Causeway Police Selects GISMO after 6 Months of Hands-on Testing of Competitive Products

August 22, 2018
August 22, 2018/News

Causeway Police Selects GISMO after 6 Months of Hands-on Testing of Competitive Products


The sting of receiving a traffic ticket on the Lake Pontchartrain Causeway will remain the same, but the process of writing and processing citations may soon become more efficient on the 24-mile span. The Causeway Commission on Wednesday (Aug. 22) voted to seek proposals from firms that could supply hardware and software needed to implement an electronic ticketing system. Officers would still issue the tickets, but instead of using an old-fashioned ticket book, they would swipe an offending motorist’s driver’s license on a device to obtain their information and then punch in the appropriate information about the offense. The device would spit out a paper ticket for the motorist and send the information electronically to Causeway office staff and perhaps even to the courts, bridge General Manager Carlton Dufrechou said. “The real advantage to us would be not only the time-savings in the field, but our records folks often have problems deciphering the rapid writing of our officers and have to go back to the officers to clarify. This would all be electronic.”

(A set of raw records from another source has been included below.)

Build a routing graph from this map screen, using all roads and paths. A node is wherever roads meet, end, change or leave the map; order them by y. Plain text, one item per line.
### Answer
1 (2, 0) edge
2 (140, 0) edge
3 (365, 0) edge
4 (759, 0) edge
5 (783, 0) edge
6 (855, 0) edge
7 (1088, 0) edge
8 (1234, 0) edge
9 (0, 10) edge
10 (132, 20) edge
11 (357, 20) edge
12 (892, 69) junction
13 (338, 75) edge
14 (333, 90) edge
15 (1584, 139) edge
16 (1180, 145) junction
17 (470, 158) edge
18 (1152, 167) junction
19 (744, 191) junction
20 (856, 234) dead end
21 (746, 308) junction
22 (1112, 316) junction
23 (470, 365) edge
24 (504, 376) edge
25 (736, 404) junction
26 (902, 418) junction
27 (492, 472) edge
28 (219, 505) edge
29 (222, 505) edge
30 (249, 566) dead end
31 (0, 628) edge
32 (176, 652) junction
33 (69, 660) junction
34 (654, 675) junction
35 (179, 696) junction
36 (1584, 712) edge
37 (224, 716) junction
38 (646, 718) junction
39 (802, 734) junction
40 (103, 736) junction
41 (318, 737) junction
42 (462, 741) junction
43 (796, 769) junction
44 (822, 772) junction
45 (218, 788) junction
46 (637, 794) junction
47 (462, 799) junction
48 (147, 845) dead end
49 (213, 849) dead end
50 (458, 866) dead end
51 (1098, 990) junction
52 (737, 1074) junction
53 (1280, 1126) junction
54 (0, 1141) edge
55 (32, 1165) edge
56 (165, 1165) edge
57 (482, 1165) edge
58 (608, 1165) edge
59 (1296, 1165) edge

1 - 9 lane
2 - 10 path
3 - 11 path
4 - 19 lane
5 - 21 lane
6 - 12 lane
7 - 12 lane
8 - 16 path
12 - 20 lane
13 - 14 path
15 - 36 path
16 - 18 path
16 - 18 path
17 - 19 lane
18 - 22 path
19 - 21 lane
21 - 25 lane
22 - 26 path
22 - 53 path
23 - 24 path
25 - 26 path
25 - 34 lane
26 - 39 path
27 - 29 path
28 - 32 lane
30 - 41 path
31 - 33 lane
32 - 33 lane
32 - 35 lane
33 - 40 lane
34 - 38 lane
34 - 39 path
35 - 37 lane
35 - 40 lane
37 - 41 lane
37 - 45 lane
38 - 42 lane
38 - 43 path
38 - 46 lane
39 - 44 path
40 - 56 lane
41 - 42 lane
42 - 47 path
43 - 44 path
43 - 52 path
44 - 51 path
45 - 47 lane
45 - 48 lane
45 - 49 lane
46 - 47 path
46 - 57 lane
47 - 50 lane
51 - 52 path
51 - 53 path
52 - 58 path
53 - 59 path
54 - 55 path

The laborious process of data entry would be eliminated under such a system, which could lead to staff reductions, Dufrechou said. Staffers currently have to manually enter data for the 1,100 or so citations written monthly on and near the bridge.  Those tickets have to be physically delivered to courts in Jefferson and St. Tammany parishes. Dufrechou said he was not yet sure how much an e-ticket system would cost, versus the potential efficiencies and cost savings. He said Causeway Police Chief Nick Congemi last year suggested that an e-ticket system be explored. Bridge officials said they have received assistance from St. Tammany Parish District Attorney Warren Montgomery’s office in looking into the new system. E-ticket systems are already being used by New Orleans Police, the Gretna Police Department and some Louisiana State Police troops, Dufrechou said.